A cam follower, also known as a track follower, is a specialized type of roller or needle bearing designed to follow cam lobe profiles. Cam followers come in a vast array of different configurations, however the most defining characteristic is how the cam follower mounts to its mating part; stud style cam followers use a stud while the yoke style has a hole through the middle.
The modern stud type follower was invented and patented in 1937 by Thomas L. Robinson of the McGill Manufacturing Company. It replaced using a standard bearing and bolt. The new cam followers were easier to use because the stud was already included and they could also handle higher loads.

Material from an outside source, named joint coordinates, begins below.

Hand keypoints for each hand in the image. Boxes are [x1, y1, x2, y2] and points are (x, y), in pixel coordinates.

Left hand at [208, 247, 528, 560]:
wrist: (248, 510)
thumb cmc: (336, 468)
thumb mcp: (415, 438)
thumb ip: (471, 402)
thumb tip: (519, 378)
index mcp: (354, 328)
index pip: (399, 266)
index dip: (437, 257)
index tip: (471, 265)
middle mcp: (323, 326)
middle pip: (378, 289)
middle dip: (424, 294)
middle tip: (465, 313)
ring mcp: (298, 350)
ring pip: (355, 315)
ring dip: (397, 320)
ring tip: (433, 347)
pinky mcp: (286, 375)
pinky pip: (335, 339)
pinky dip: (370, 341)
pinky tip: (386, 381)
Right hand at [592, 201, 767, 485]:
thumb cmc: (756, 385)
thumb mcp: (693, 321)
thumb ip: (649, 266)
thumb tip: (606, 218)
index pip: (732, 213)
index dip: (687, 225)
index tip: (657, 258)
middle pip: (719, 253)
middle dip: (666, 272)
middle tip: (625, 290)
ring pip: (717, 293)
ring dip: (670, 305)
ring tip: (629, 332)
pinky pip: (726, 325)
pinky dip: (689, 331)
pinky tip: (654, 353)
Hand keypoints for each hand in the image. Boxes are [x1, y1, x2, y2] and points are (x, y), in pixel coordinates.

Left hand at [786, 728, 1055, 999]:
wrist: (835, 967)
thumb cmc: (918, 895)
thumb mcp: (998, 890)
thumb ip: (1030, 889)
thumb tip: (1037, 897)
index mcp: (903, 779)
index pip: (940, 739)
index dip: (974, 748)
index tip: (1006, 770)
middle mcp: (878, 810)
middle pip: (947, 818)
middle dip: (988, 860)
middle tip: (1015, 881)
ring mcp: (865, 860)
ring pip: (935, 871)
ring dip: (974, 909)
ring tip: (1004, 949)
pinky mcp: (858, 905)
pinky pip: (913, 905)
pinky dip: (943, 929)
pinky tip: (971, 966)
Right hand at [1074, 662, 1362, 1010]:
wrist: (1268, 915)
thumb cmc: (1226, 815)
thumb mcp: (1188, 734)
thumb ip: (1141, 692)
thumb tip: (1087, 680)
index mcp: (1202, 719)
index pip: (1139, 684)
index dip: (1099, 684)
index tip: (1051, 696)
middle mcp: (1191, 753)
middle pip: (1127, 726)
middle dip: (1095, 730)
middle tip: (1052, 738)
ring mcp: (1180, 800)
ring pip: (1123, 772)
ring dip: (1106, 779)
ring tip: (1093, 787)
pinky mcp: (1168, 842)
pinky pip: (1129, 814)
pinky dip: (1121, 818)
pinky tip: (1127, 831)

While roller cam followers are similar to roller bearings, there are quite a few differences. Standard ball and roller bearings are designed to be pressed into a rigid housing, which provides circumferential support. This keeps the outer race from deforming, so the race cross-section is relatively thin. In the case of cam followers the outer race is loaded at a single point, so the outer race needs a thicker cross-section to reduce deformation. However, in order to facilitate this the roller diameter must be decreased, which also decreases the dynamic bearing capacity.

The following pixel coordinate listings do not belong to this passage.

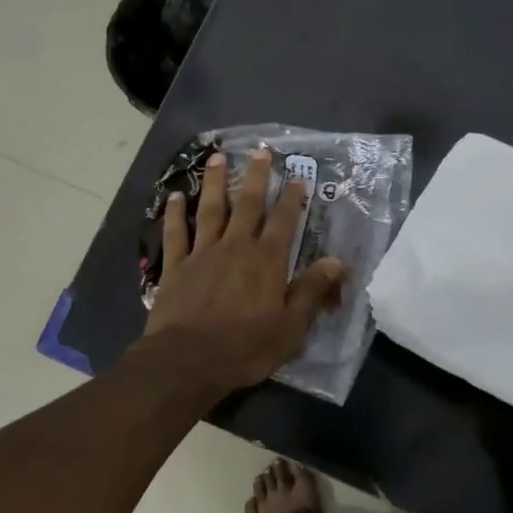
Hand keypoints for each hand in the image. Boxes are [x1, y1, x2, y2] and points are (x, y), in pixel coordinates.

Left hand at [144, 147, 346, 391]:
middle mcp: (236, 247)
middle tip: (259, 151)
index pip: (284, 221)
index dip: (292, 197)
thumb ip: (311, 291)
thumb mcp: (290, 328)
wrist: (186, 361)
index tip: (298, 176)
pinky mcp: (176, 266)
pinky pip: (176, 233)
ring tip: (217, 157)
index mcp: (267, 261)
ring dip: (214, 182)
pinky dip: (175, 214)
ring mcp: (203, 253)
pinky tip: (175, 196)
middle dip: (255, 176)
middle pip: (247, 204)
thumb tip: (337, 262)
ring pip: (210, 209)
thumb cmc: (244, 348)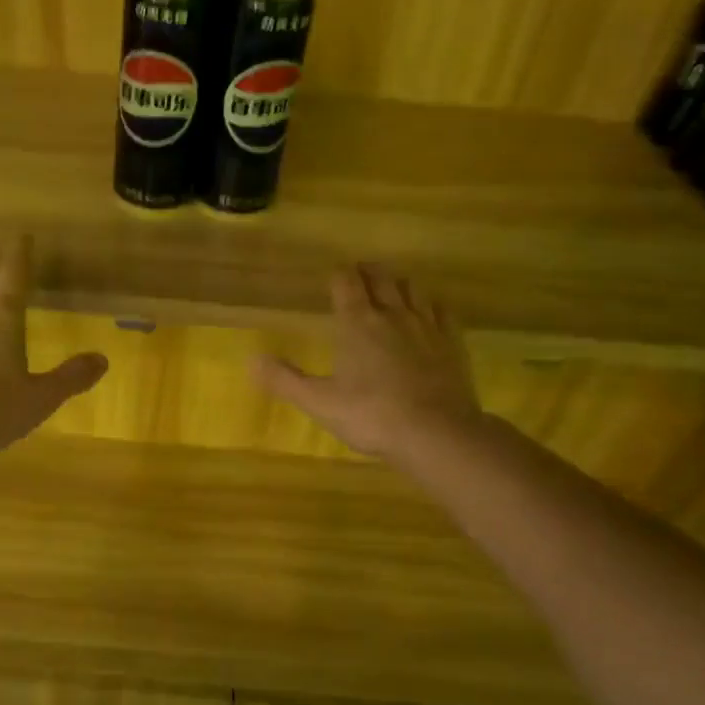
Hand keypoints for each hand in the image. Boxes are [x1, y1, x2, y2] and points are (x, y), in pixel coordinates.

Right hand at [253, 264, 481, 459]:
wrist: (435, 432)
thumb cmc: (370, 415)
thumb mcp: (318, 402)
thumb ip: (284, 379)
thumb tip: (252, 360)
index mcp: (357, 323)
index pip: (346, 282)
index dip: (338, 275)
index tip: (332, 276)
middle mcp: (393, 314)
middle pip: (382, 278)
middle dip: (368, 272)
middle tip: (360, 273)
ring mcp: (427, 326)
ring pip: (414, 289)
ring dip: (399, 284)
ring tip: (392, 289)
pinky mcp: (452, 343)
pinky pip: (442, 311)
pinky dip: (431, 305)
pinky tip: (429, 313)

End plates are used to contain the needles or bearing axially. On stud style followers one of the end plates is integrated into the inner race/stud; the other is pressed onto the stud up to a shoulder on the inner race. The inner race is induction hardened so that the stud remains soft if modifications need to be made. On yoke style followers the end plates are peened or pressed onto the inner race or liquid metal injected onto the inner race. The inner race is either induction hardened or through hardened.
Another difference is that a lubrication hole is provided to relubricate the follower periodically. A hole is provided at both ends of the stud for lubrication. They also usually have a black oxide finish to help reduce corrosion.